Your task:
Lines below that hold the word "dead" must be copied in full.

%%

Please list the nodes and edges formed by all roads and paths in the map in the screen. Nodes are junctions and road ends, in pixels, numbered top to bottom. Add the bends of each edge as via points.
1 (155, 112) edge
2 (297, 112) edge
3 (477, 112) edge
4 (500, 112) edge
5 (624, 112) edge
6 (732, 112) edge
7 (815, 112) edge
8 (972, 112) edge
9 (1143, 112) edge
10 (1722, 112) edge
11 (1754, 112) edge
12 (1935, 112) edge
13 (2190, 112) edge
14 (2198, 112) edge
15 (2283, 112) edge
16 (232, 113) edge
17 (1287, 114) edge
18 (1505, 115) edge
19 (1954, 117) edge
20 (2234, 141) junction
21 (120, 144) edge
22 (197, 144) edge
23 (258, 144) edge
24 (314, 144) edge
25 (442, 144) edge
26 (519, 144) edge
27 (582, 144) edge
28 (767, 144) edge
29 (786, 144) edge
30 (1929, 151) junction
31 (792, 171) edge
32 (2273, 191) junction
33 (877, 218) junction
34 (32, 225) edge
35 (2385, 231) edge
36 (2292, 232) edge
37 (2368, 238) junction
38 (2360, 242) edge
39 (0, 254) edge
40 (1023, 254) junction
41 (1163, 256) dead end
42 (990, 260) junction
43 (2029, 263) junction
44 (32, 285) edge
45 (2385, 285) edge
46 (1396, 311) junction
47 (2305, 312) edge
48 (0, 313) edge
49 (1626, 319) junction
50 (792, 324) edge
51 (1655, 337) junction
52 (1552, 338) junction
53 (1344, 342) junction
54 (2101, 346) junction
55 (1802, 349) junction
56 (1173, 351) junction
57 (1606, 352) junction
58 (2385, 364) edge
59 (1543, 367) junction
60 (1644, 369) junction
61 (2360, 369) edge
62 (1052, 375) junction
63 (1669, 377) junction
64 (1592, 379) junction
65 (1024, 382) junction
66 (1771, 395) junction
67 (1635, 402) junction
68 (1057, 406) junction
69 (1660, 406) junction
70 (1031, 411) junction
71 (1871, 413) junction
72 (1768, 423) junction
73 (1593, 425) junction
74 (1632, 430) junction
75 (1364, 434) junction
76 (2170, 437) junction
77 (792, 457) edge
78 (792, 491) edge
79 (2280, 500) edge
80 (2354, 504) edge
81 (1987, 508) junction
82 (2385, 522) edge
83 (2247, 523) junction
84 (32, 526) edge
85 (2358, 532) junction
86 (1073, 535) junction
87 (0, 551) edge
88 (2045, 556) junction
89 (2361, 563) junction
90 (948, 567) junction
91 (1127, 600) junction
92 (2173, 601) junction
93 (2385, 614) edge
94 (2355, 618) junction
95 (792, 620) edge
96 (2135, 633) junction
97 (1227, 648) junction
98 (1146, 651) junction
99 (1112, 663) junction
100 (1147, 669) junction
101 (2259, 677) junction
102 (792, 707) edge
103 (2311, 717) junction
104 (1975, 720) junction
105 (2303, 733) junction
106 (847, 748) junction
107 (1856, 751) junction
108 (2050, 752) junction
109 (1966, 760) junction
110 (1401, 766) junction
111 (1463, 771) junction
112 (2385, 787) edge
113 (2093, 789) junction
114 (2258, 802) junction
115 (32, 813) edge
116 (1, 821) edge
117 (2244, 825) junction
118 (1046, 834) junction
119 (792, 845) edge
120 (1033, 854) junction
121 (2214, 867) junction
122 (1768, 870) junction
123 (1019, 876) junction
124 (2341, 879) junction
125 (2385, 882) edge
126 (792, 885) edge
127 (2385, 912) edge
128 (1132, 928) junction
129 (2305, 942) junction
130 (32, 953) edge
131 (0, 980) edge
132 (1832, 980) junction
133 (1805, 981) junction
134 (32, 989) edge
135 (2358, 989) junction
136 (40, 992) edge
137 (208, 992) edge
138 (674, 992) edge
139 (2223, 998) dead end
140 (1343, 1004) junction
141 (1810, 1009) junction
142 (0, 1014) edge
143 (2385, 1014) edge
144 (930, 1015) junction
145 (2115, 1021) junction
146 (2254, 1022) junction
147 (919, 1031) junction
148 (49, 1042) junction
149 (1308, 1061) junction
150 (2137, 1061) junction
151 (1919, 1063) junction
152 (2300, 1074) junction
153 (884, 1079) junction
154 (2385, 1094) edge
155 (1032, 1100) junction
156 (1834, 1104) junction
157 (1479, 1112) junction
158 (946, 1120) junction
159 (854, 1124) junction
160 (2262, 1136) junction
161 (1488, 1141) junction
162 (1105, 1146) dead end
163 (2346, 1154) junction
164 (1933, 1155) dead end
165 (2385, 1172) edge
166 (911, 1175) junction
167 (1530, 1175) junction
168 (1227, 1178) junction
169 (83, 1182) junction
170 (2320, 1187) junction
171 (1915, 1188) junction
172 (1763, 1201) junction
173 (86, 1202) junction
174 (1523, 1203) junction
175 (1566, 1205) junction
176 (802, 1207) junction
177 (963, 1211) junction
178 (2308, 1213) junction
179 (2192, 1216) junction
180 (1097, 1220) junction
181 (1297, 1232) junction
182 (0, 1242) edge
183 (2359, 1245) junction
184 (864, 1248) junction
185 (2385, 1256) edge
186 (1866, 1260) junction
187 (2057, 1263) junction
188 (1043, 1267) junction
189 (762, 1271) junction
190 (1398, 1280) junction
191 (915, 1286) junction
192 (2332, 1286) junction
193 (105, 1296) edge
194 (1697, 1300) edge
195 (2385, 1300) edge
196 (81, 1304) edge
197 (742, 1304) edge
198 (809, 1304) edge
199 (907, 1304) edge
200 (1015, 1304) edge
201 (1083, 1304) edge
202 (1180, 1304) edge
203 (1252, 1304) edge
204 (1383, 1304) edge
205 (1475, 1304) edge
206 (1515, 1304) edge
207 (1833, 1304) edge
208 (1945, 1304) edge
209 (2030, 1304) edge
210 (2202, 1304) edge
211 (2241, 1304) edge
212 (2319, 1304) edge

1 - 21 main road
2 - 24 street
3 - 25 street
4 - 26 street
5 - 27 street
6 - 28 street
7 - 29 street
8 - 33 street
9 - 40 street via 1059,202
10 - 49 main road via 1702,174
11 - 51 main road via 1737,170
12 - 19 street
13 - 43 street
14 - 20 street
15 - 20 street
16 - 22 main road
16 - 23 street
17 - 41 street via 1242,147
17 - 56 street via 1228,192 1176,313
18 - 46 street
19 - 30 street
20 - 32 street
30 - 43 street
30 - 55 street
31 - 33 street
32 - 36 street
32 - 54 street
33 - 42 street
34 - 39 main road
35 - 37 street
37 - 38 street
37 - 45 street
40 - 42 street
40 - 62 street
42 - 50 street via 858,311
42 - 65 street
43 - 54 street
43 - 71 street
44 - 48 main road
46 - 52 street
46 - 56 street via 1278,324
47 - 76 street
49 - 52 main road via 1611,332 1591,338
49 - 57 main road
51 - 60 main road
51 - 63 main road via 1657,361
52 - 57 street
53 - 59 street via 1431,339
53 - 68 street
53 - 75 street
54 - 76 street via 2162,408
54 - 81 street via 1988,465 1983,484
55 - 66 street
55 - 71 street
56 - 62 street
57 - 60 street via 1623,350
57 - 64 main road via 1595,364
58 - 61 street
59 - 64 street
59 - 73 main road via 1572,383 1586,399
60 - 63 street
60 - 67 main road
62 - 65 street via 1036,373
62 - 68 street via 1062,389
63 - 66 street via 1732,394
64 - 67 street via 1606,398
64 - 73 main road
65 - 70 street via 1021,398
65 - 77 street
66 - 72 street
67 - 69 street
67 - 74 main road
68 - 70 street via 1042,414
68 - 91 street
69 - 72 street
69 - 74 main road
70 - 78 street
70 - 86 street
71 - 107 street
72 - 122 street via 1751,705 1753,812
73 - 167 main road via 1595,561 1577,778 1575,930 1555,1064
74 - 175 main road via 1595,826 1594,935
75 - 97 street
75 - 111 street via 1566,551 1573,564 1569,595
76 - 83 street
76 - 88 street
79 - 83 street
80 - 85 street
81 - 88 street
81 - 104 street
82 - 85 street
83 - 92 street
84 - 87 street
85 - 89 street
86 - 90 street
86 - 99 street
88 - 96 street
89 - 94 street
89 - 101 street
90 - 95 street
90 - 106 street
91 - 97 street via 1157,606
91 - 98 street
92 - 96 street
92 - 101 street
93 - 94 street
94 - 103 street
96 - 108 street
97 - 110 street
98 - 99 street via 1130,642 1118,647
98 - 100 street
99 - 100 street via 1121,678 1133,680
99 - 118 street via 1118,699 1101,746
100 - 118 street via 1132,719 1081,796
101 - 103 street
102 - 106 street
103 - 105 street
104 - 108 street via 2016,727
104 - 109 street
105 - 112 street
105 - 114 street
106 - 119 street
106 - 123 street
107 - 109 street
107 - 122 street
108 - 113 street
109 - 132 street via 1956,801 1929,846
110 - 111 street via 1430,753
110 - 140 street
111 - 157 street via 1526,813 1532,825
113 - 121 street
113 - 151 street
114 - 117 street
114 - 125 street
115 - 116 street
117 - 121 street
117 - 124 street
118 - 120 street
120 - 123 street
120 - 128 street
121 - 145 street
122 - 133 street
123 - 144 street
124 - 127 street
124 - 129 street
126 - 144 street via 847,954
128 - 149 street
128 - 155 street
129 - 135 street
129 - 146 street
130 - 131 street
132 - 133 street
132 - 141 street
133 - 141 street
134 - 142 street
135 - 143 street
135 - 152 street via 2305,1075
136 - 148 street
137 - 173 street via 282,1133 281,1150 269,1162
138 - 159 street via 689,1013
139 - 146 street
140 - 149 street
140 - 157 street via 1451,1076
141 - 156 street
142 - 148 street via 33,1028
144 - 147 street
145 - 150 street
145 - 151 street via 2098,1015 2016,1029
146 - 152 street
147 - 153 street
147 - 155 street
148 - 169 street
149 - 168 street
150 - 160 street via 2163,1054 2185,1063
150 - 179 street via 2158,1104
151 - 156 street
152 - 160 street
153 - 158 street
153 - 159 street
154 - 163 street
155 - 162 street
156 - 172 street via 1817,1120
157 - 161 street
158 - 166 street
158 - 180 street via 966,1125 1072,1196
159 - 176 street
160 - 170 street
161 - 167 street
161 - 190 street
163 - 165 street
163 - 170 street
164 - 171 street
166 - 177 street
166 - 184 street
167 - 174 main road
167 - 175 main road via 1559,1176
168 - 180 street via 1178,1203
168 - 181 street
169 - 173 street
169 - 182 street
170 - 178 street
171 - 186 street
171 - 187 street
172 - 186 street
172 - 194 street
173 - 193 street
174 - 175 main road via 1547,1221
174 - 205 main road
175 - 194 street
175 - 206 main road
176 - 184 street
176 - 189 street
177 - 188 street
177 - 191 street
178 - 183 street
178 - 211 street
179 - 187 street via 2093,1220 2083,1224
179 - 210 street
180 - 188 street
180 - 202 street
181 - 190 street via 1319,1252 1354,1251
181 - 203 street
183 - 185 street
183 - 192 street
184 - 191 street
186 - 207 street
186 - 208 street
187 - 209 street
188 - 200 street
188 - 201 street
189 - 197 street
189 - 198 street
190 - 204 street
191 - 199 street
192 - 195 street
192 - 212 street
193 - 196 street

%%

Completed exercise:
41 (1163, 256) dead end
139 (2223, 998) dead end
162 (1105, 1146) dead end
164 (1933, 1155) dead end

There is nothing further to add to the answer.